---------- RECORDS FOR THIS EXERCISE
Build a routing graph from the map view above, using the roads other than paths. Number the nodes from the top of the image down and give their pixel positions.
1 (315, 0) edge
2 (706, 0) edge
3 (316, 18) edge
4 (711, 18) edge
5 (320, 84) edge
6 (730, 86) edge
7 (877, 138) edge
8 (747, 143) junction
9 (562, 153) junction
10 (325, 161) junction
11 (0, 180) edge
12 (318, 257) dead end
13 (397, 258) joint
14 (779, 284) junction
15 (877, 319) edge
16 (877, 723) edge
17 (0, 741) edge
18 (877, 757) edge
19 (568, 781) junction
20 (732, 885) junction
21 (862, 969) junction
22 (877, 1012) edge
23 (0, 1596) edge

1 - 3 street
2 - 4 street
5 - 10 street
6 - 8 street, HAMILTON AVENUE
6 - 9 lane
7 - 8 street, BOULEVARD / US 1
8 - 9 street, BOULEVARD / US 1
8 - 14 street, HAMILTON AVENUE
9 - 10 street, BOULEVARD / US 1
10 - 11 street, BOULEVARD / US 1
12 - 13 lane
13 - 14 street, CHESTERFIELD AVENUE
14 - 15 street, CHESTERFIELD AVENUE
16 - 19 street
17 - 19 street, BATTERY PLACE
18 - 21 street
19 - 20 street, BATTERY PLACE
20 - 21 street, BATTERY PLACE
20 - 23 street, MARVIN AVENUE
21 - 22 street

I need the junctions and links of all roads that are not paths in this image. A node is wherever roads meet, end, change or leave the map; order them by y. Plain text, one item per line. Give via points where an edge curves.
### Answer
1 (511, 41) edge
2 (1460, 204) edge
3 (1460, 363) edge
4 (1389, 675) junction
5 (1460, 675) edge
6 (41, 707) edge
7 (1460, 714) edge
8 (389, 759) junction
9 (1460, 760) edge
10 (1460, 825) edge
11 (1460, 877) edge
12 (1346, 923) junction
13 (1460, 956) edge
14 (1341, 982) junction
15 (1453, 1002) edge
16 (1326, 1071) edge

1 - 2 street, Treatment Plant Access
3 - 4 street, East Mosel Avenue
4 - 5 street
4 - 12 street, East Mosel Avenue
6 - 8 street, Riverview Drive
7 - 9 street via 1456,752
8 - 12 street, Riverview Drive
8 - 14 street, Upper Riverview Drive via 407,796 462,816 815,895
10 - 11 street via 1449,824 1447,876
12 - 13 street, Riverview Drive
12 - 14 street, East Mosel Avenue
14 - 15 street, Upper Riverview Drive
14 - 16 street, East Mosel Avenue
--------------------
* [WORK TO COMPLETE]
Give back the whole of the data above, exactly as written.

* [PROBLEM SOLUTION]
Build a routing graph from the map view above, using the roads other than paths. Number the nodes from the top of the image down and give their pixel positions.
1 (315, 0) edge
2 (706, 0) edge
3 (316, 18) edge
4 (711, 18) edge
5 (320, 84) edge
6 (730, 86) edge
7 (877, 138) edge
8 (747, 143) junction
9 (562, 153) junction
10 (325, 161) junction
11 (0, 180) edge
12 (318, 257) dead end
13 (397, 258) joint
14 (779, 284) junction
15 (877, 319) edge
16 (877, 723) edge
17 (0, 741) edge
18 (877, 757) edge
19 (568, 781) junction
20 (732, 885) junction
21 (862, 969) junction
22 (877, 1012) edge
23 (0, 1596) edge

1 - 3 street
2 - 4 street
5 - 10 street
6 - 8 street, HAMILTON AVENUE
6 - 9 lane
7 - 8 street, BOULEVARD / US 1
8 - 9 street, BOULEVARD / US 1
8 - 14 street, HAMILTON AVENUE
9 - 10 street, BOULEVARD / US 1
10 - 11 street, BOULEVARD / US 1
12 - 13 lane
13 - 14 street, CHESTERFIELD AVENUE
14 - 15 street, CHESTERFIELD AVENUE
16 - 19 street
17 - 19 street, BATTERY PLACE
18 - 21 street
19 - 20 street, BATTERY PLACE
20 - 21 street, BATTERY PLACE
20 - 23 street, MARVIN AVENUE
21 - 22 street

I need the junctions and links of all roads that are not paths in this image. A node is wherever roads meet, end, change or leave the map; order them by y. Plain text, one item per line. Give via points where an edge curves.
### Answer
1 (511, 41) edge
2 (1460, 204) edge
3 (1460, 363) edge
4 (1389, 675) junction
5 (1460, 675) edge
6 (41, 707) edge
7 (1460, 714) edge
8 (389, 759) junction
9 (1460, 760) edge
10 (1460, 825) edge
11 (1460, 877) edge
12 (1346, 923) junction
13 (1460, 956) edge
14 (1341, 982) junction
15 (1453, 1002) edge
16 (1326, 1071) edge

1 - 2 street, Treatment Plant Access
3 - 4 street, East Mosel Avenue
4 - 5 street
4 - 12 street, East Mosel Avenue
6 - 8 street, Riverview Drive
7 - 9 street via 1456,752
8 - 12 street, Riverview Drive
8 - 14 street, Upper Riverview Drive via 407,796 462,816 815,895
10 - 11 street via 1449,824 1447,876
12 - 13 street, Riverview Drive
12 - 14 street, East Mosel Avenue
14 - 15 street, Upper Riverview Drive
14 - 16 street, East Mosel Avenue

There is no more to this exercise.